Among the entries below, find each line holding "main" and return it.

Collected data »
═══
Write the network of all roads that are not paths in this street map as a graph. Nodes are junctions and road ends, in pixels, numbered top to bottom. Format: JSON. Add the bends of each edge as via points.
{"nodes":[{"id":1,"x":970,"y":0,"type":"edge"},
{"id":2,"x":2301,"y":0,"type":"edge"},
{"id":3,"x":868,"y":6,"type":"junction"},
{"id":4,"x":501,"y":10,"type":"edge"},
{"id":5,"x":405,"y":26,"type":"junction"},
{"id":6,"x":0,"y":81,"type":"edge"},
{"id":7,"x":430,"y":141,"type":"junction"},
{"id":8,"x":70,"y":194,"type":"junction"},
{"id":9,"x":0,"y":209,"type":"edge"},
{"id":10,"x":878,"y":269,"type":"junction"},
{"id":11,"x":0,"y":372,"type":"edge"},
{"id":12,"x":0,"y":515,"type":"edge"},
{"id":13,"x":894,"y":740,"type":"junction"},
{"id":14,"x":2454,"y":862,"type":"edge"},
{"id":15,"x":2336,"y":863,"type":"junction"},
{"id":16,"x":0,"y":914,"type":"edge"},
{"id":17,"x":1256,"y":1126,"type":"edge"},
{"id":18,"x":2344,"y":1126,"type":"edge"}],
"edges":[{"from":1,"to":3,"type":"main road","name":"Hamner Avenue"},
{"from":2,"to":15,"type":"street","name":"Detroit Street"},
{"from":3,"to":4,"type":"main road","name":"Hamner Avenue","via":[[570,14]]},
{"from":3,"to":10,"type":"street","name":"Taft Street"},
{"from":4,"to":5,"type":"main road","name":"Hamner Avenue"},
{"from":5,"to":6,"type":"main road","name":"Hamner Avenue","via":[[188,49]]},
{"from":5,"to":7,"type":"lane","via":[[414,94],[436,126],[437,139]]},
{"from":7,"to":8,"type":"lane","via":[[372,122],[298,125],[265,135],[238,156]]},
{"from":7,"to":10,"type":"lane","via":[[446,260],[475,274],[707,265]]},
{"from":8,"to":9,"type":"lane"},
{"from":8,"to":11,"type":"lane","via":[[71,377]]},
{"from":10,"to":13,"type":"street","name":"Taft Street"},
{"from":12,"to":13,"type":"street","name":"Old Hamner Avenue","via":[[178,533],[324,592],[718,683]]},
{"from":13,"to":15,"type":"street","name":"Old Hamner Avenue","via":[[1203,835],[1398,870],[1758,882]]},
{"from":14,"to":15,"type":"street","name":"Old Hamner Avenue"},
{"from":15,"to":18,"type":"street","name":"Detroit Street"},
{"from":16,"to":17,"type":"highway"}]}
═══
Response to this exercise »
"edges":[{"from":1,"to":3,"type":"main road","name":"Hamner Avenue"},
{"from":3,"to":4,"type":"main road","name":"Hamner Avenue","via":[[570,14]]},
{"from":4,"to":5,"type":"main road","name":"Hamner Avenue"},
{"from":5,"to":6,"type":"main road","name":"Hamner Avenue","via":[[188,49]]},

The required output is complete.